The 2026 Drill Program: Biggest in Nearly Two Decades
The 2026 exploration program beginning in the first quarter of the year will be the largest at the project since 2007, targeting upwards of 50,000 metres across ten discrete exploration targets. Initial holes will be percussion at 400-metre spacings to 120-metre depth, using gamma probes for near-real-time radiometric grade estimates, allowing rapid triage and efficient redeployment of rigs at approximately US$45 per metre. Hoskins expected all ten targets to be tested to a 400 by 400 metre spacing by the end of the third quarter of 2026. Results will be released progressively:
"We're not looking to hold back a big batch for a number of months and come out with a big bang. We respect that if you go a long period of time without announcing anything, shareholders may become concerned."
New inferred resources are the immediate goal, with infill drilling, diamond core work, updated metallurgical test work, and a revised feasibility study earmarked for 2027.

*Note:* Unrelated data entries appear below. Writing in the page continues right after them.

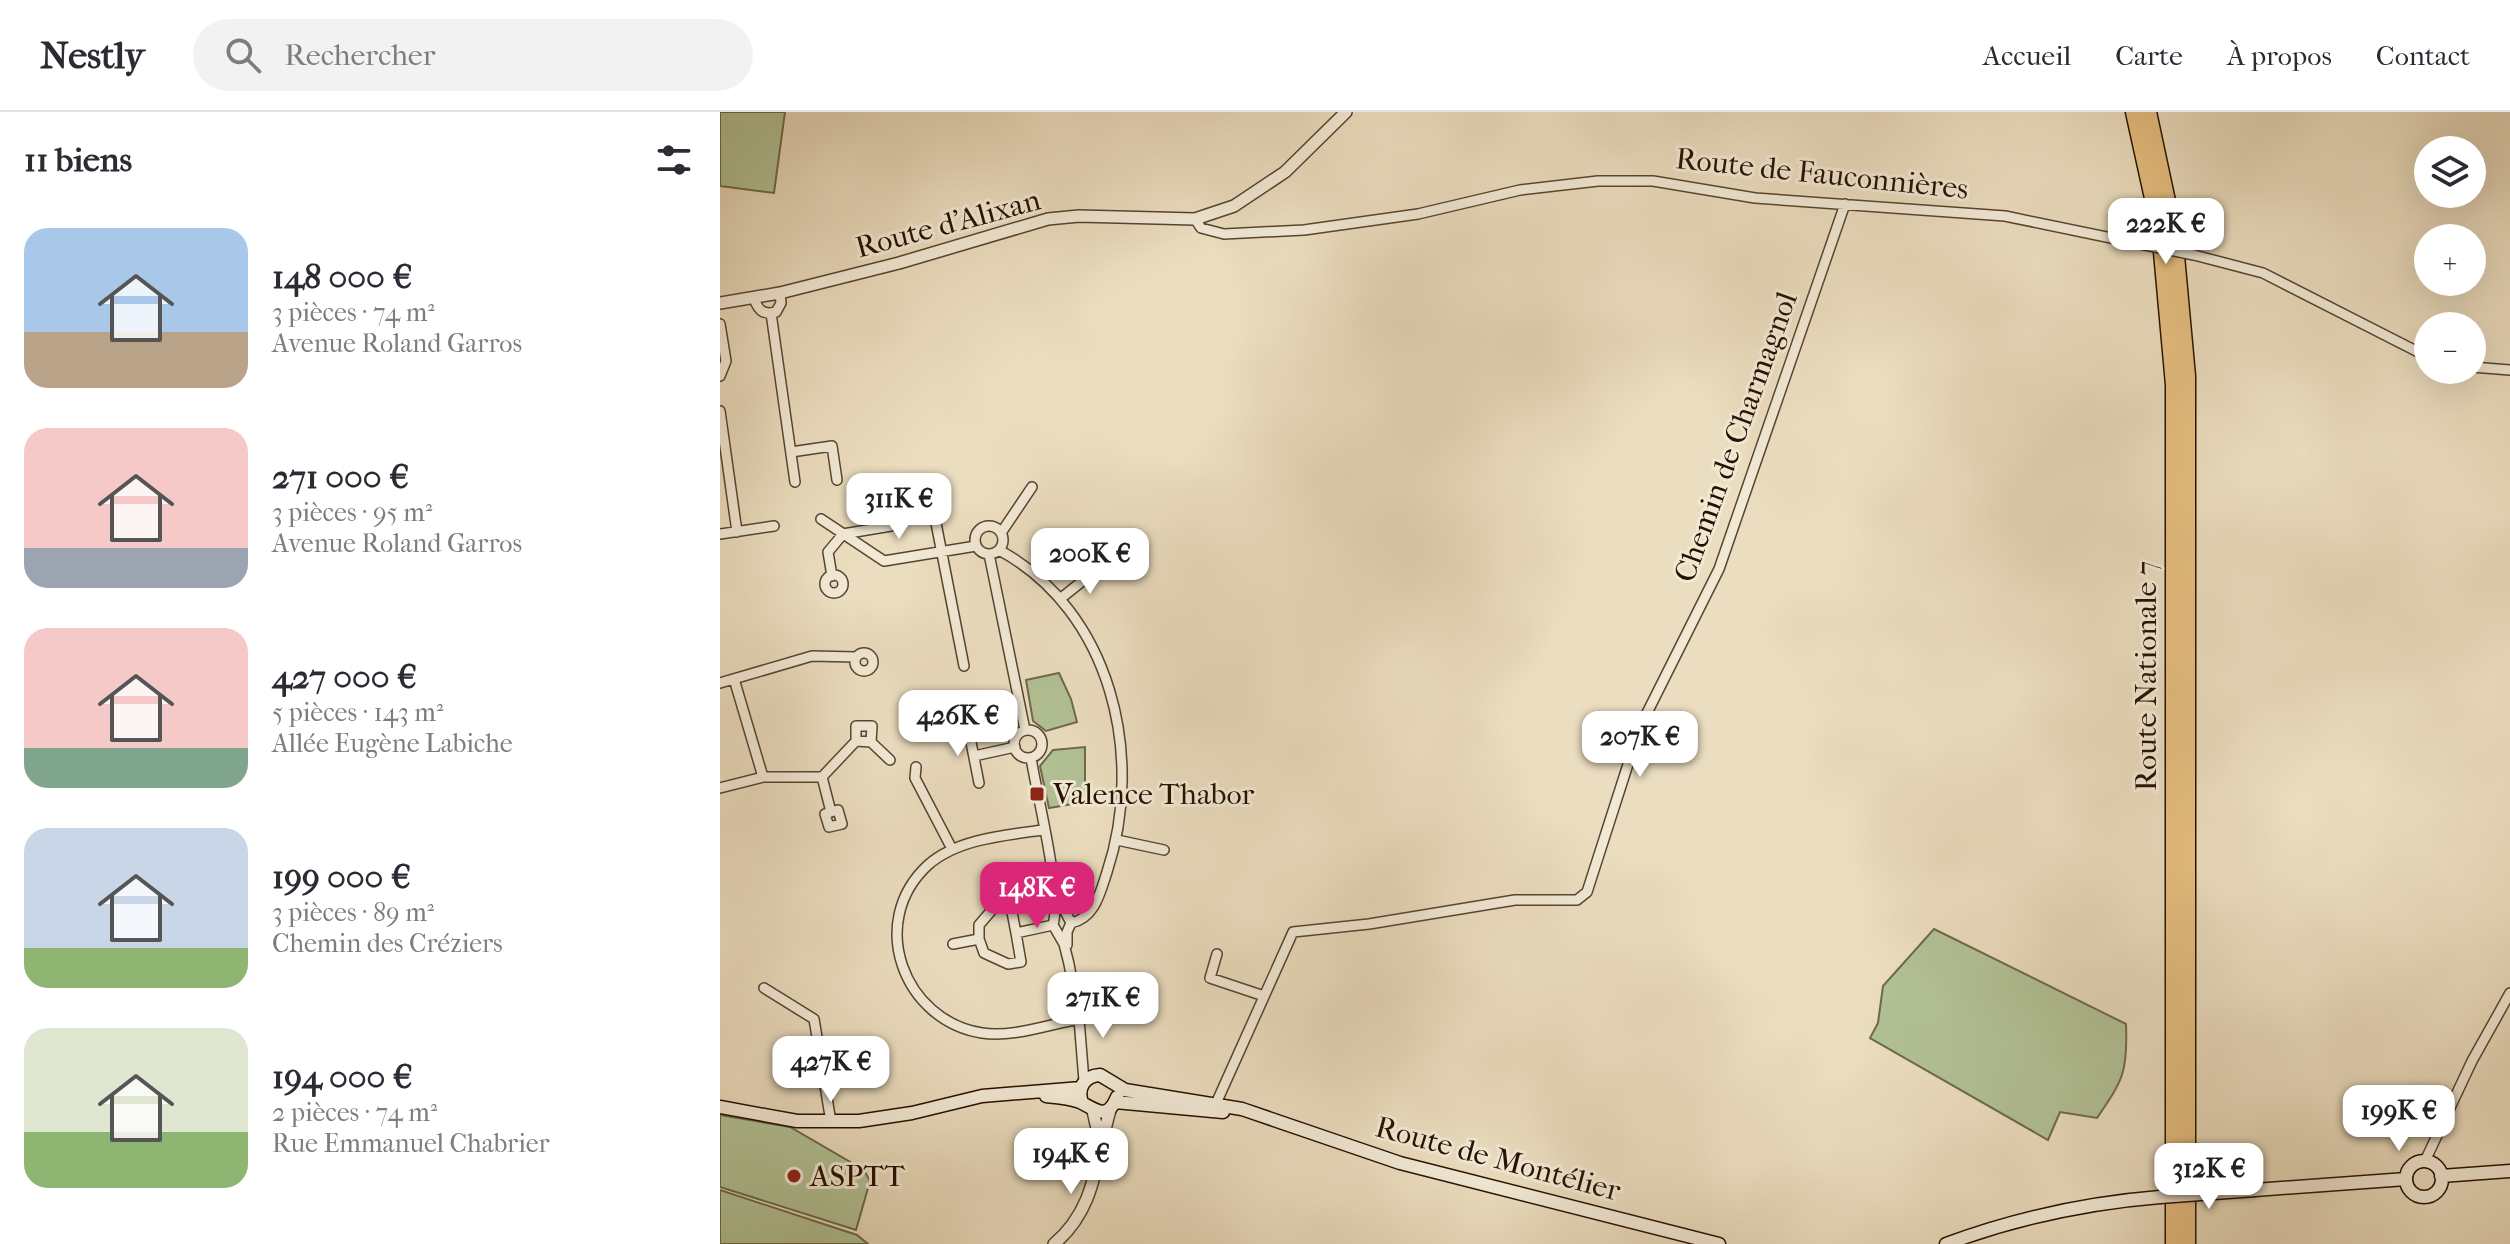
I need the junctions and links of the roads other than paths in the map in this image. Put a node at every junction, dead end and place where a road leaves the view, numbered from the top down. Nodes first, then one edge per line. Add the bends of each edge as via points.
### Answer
1 (1346, 112) edge
2 (2134, 112) edge
3 (2148, 112) edge
4 (1845, 204) junction
5 (1195, 219) junction
6 (780, 293) junction
7 (754, 299) junction
8 (720, 303) edge
9 (771, 313) junction
10 (720, 324) edge
11 (2414, 350) edge
12 (2486, 368) edge
13 (2510, 370) edge
14 (720, 376) edge
15 (720, 411) edge
16 (791, 452) junction
17 (837, 480) dead end
18 (795, 482) dead end
19 (1032, 487) dead end
20 (935, 518) dead end
21 (821, 519) dead end
22 (774, 526) dead end
23 (891, 526) dead end
24 (737, 532) junction
25 (1001, 533) junction
26 (720, 534) edge
27 (843, 534) junction
28 (976, 546) junction
29 (940, 550) junction
30 (999, 550) junction
31 (989, 554) junction
32 (1100, 567) dead end
33 (832, 576) dead end
34 (1060, 599) junction
35 (856, 657) dead end
36 (964, 666) dead end
37 (734, 679) junction
38 (720, 683) edge
39 (968, 727) dead end
40 (1025, 730) junction
41 (856, 741) junction
42 (871, 742) junction
43 (1015, 747) junction
44 (974, 756) junction
45 (1031, 758) junction
46 (890, 760) dead end
47 (916, 767) dead end
48 (763, 777) junction
49 (822, 777) junction
50 (979, 783) dead end
51 (720, 788) edge
52 (831, 812) dead end
53 (1043, 830) junction
54 (1117, 840) junction
55 (952, 849) junction
56 (1164, 850) dead end
57 (1062, 924) junction
58 (1016, 933) junction
59 (979, 939) junction
60 (953, 944) dead end
61 (1217, 954) dead end
62 (764, 988) dead end
63 (2510, 993) edge
64 (1264, 996) junction
65 (1079, 1019) junction
66 (850, 1064) dead end
67 (822, 1069) junction
68 (1106, 1076) junction
69 (1082, 1084) junction
70 (1116, 1086) junction
71 (1027, 1092) junction
72 (1082, 1103) junction
73 (1113, 1105) junction
74 (720, 1107) edge
75 (1215, 1107) junction
76 (1093, 1111) junction
77 (831, 1122) junction
78 (1101, 1155) junction
79 (2425, 1161) junction
80 (2510, 1171) edge
81 (2441, 1176) junction
82 (2406, 1179) junction
83 (1054, 1244) edge
84 (1719, 1244) edge
85 (1946, 1244) edge
86 (2174, 1244) edge
87 (2187, 1244) edge

1 - 5 street, Route d'Alixan via 1273,180 1234,206
2 - 86 highway, Route Nationale 7 via 2160,230 2174,385
3 - 87 highway, Route Nationale 7 via 2174,234 2187,376
4 - 5 street, Route de Fauconnières via 1755,198 1653,181 1598,181 1304,230 1224,234 1201,228
4 - 11 street, Route de Fauconnières, bridge via 2005,216 2194,255 2263,273
4 - 64 street, Chemin de Charmagnol via 1719,569 1640,727 1587,892 1577,900 1515,900 1293,932
5 - 6 street, Route d'Alixan via 1048,219
6 - 7 street, Route d'Alixan
6 - 9 street via 781,303
7 - 8 street, Route d'Alixan
7 - 9 street via 759,310
9 - 16 street
10 - 14 street via 726,361
12 - 13 street
15 - 24 street
16 - 17 street via 832,446
16 - 18 street
19 - 25 street
20 - 29 street
21 - 27 street
22 - 24 street
23 - 27 street
24 - 26 street
25 - 28 street via 993,527 980,530
25 - 30 street
27 - 29 street via 884,561
27 - 33 street via 828,552
28 - 29 street
28 - 31 street
29 - 36 street
30 - 31 street
30 - 34 street
31 - 40 street
32 - 34 street
34 - 54 street via 1099,663 1115,711 1123,767
35 - 37 street via 812,656
37 - 38 street
37 - 48 street
39 - 44 street
40 - 43 street via 1015,739
40 - 45 street via 1037,733 1042,742 1039,754
41 - 42 street
41 - 42 street via 856,726 872,726
41 - 49 street
42 - 46 street
43 - 44 street
43 - 45 street via 1020,756
44 - 50 street
45 - 53 street
47 - 55 street via 915,778
48 - 49 street
48 - 51 street
49 - 52 street
53 - 55 street
53 - 57 street
54 - 56 street
54 - 57 street via 1092,911 1081,921
55 - 65 street via 927,866 902,904 896,938 912,988 946,1021 986,1034
57 - 58 street
57 - 65 street
58 - 59 street via 1021,962 1008,964 984,953
58 - 59 street via 1010,902 997,904 979,925
59 - 60 street
61 - 64 street via 1210,978
62 - 67 street via 814,1019
63 - 79 street
64 - 75 street, Chemin de Charmagnol
65 - 68 street via 1090,1060
65 - 69 street
66 - 67 street
67 - 77 street
68 - 69 main road via 1094,1075
68 - 70 main road
69 - 71 main road
69 - 72 main road
70 - 73 main road
70 - 75 main road, Route de Montélier
71 - 72 main road
71 - 77 main road
72 - 76 main road
73 - 75 main road, Route de Montélier
73 - 76 main road, Route de Montélier
73 - 78 street
74 - 77 main road via 763,1118
75 - 84 main road, Route de Montélier via 1266,1117 1400,1163
76 - 78 street
78 - 83 street via 1086,1206
79 - 81 main road
79 - 82 main road via 2410,1168
80 - 81 main road
81 - 82 main road via 2436,1192 2425,1197 2414,1194
82 - 85 main road, bridge via 2113,1201 1996,1225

Strategic Tailwinds & a Clean Capital Structure
The global supply backdrop is sharpening the strategic appeal of what Atomic Eagle is assembling. India has been signing long-term uranium supply agreements with Kazatomprom and Cameco. China's recent equity investment in Bannerman's Etango project confirmed the appetite for credible African uranium assets with near-decade production horizons. With no offtake or streaming arrangements in place, Atomic Eagle retains full exposure to a market the company believes will be tighter still by the time those conversations become relevant. Hoskins was measured but pointed:
"I think if you're in a stable and credible jurisdiction like Zambia, if you're capable of bringing on near ten pounds per annum circa 2030, then I think you really are in the window for those groups."
The drill bit will have most of the say in 2026. The team has structured things so that it can afford to listen to what it says.